=== Begin Enclosure ===
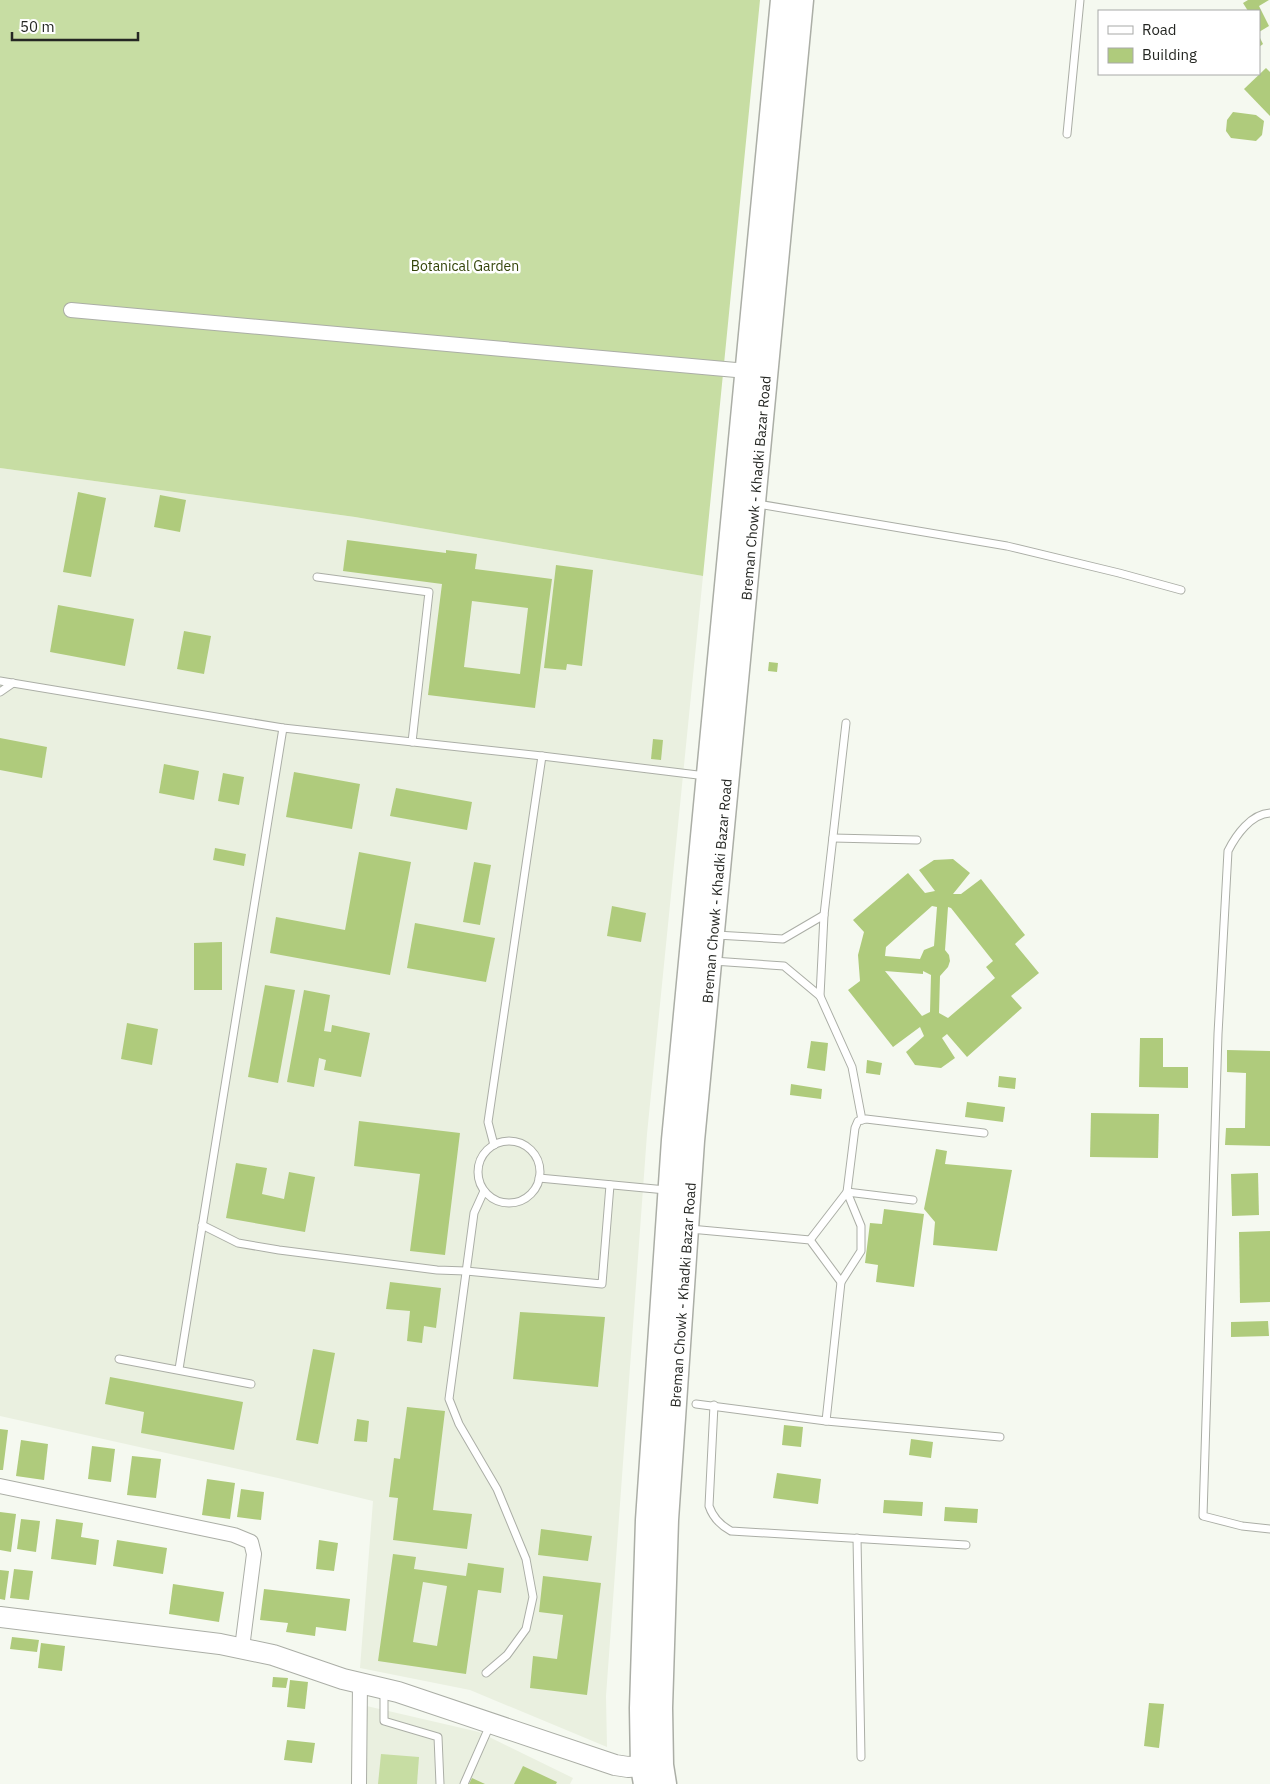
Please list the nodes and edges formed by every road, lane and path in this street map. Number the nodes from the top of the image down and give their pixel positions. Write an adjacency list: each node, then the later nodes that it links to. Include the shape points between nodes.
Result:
1 (782, 0): 6 (main road, Breman Chowk - Khadki Bazar Road)
2 (802, 0): 7 (main road, Breman Chowk - Khadki Bazar Road)
3 (1080, 0): 4 (lane)
4 (1067, 134)
5 (71, 310): 6 (street)
6 (747, 371): 17 (main road, Breman Chowk - Khadki Bazar Road)
7 (754, 503): 9 (lane, via 1007,546); 22 (main road, Breman Chowk - Khadki Bazar Road)
8 (317, 577): 15 (lane, via 429,592)
9 (1181, 590)
10 (0, 681): 11 (lane)
11 (13, 683): 12 (lane); 14 (lane)
12 (0, 692)
13 (846, 723): 19 (lane)
14 (283, 728): 15 (lane); 34 (lane)
15 (412, 742): 16 (lane)
16 (542, 756): 17 (lane); 27 (lane, via 488,1122)
17 (708, 776): 31 (main road, Breman Chowk - Khadki Bazar Road)
18 (1270, 813): 47 (lane, via 1255,818 1245,827 1228,851 1218,1034 1203,1516)
19 (833, 838): 20 (lane); 21 (lane)
20 (917, 840)
21 (824, 915): 22 (lane, via 783,938); 24 (lane)
22 (713, 934): 23 (main road, Breman Chowk - Khadki Bazar Road)
23 (710, 961): 24 (lane, via 784,966); 31 (main road, Breman Chowk - Khadki Bazar Road)
24 (820, 996): 25 (lane, via 852,1067)
25 (862, 1120): 26 (lane); 32 (lane, via 855,1128)
26 (984, 1133)
27 (494, 1145): 28 (lane, via 511,1140 528,1146 538,1160); 30 (lane, via 482,1157 479,1166 478,1174)
28 (540, 1178): 29 (lane); 30 (lane, via 531,1194 516,1202 498,1201)
29 (610, 1185): 31 (lane); 37 (lane, via 602,1284)
30 (484, 1191): 37 (lane, via 474,1213)
31 (680, 1191): 35 (main road, Breman Chowk - Khadki Bazar Road); 57 (main road, Breman Chowk - Khadki Bazar Road, via 647,1520 641,1708)
32 (847, 1192): 33 (lane); 36 (lane); 38 (lane, via 861,1226 861,1251)
33 (913, 1200)
34 (202, 1225): 37 (lane, via 238,1242 279,1250); 40 (lane)
35 (687, 1229): 36 (lane); 57 (main road, Breman Chowk - Khadki Bazar Road, via 667,1520 661,1708)
36 (810, 1240): 38 (lane)
37 (466, 1271): 52 (lane, via 449,1399 459,1424 497,1489 526,1559 533,1596 526,1629 507,1655)
38 (841, 1282): 44 (lane)
39 (119, 1359): 40 (lane)
40 (179, 1369): 41 (lane)
41 (251, 1384)
42 (696, 1404): 43 (lane)
43 (714, 1405): 44 (lane); 48 (lane, via 709,1506 718,1522 731,1531)
44 (826, 1420): 45 (lane)
45 (1000, 1437)
46 (0, 1486): 51 (street, via 234,1535 251,1542 254,1554)
47 (1270, 1529)
48 (857, 1538): 49 (lane); 56 (lane)
49 (966, 1544)
50 (0, 1617): 51 (street)
51 (242, 1648): 53 (street)
52 (486, 1673)
53 (360, 1683): 54 (street); 58 (street)
54 (384, 1689): 55 (street); 59 (lane, via 384,1720 438,1737)
55 (491, 1722): 57 (street, via 615,1765); 60 (lane)
56 (861, 1757)
57 (654, 1775)
58 (359, 1784)
59 (440, 1784)
60 (464, 1784)

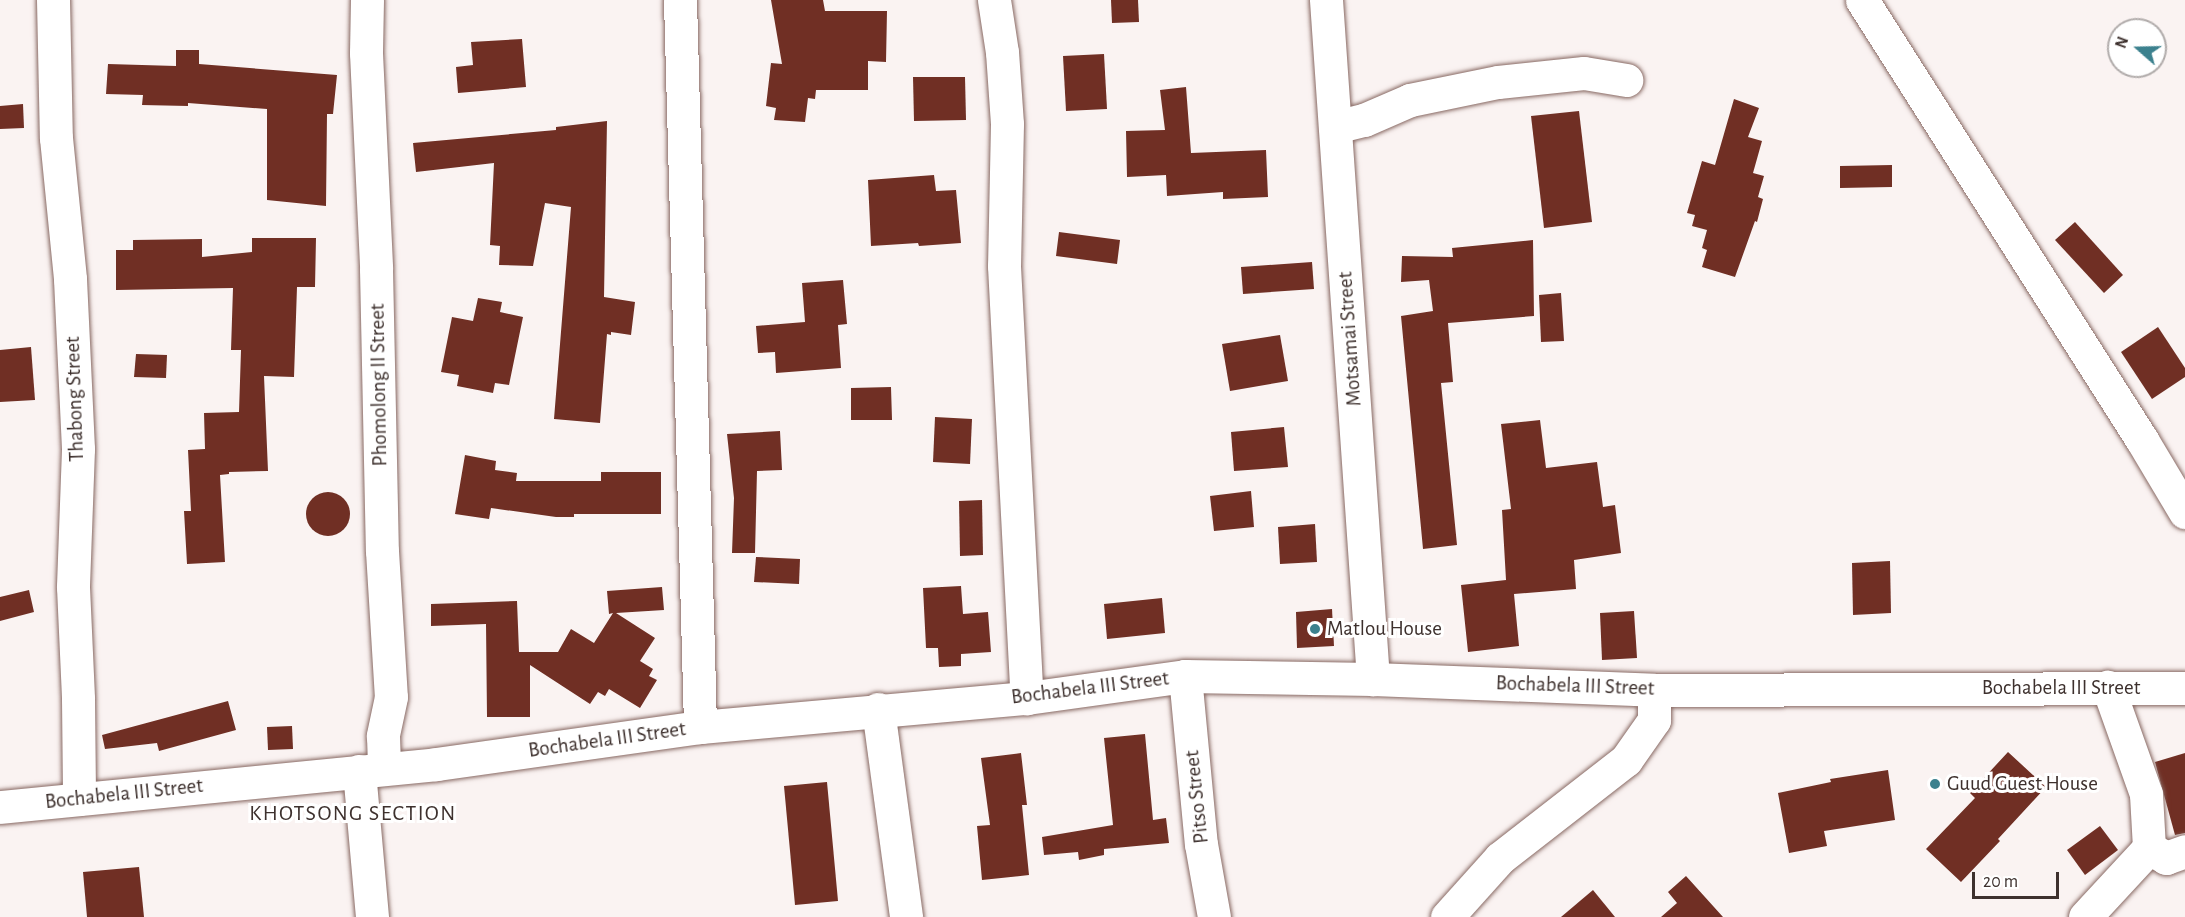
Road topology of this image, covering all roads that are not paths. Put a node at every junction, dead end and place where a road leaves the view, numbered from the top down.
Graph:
1 (53, 0) edge
2 (367, 0) edge
3 (680, 0) edge
4 (994, 0) edge
5 (1326, 0) edge
6 (1862, 0) edge
7 (1626, 80) dead end
8 (1335, 127) junction
9 (2185, 512) edge
10 (1185, 676) junction
11 (1373, 679) junction
12 (2108, 687) junction
13 (2185, 688) edge
14 (1654, 690) junction
15 (1027, 698) junction
16 (878, 709) junction
17 (700, 727) junction
18 (372, 769) junction
19 (79, 799) junction
20 (0, 807) edge
21 (2149, 848) junction
22 (2185, 851) edge
23 (372, 917) edge
24 (906, 917) edge
25 (1214, 917) edge
26 (1447, 917) edge
27 (2085, 917) edge

1 - 19 street, Thabong Street
2 - 18 street, Phomolong II Street
3 - 17 street
4 - 15 street
5 - 8 street, Motsamai Street
6 - 9 street
7 - 8 street
8 - 11 street, Motsamai Street
10 - 11 street, Bochabela III Street
10 - 15 street, Bochabela III Street
10 - 25 street, Pitso Street
11 - 14 street, Bochabela III Street
12 - 13 street, Bochabela III Street
12 - 14 street, Bochabela III Street
12 - 21 street
14 - 26 street
15 - 16 street, Bochabela III Street
16 - 17 street, Bochabela III Street
16 - 24 street
17 - 18 street, Bochabela III Street
18 - 19 street, Bochabela III Street
18 - 23 street, Phomolong II Street
19 - 20 street, Bochabela III Street
21 - 22 street
21 - 27 street

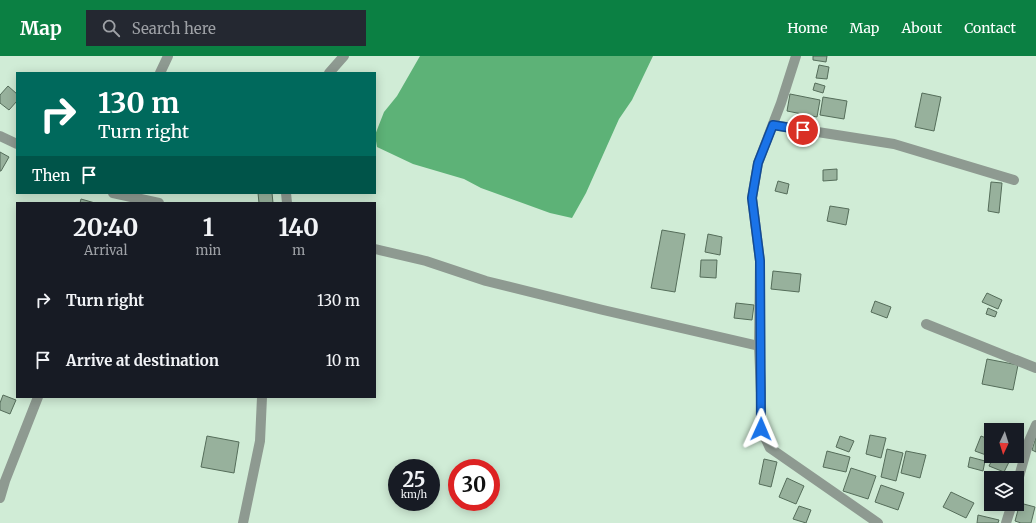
=== End Enclosure ===
Exercise: Search the listing for the word "Motsamai" and return each line that holds it.

Response to this exercise:
5 - 8 street, Motsamai Street
8 - 11 street, Motsamai Street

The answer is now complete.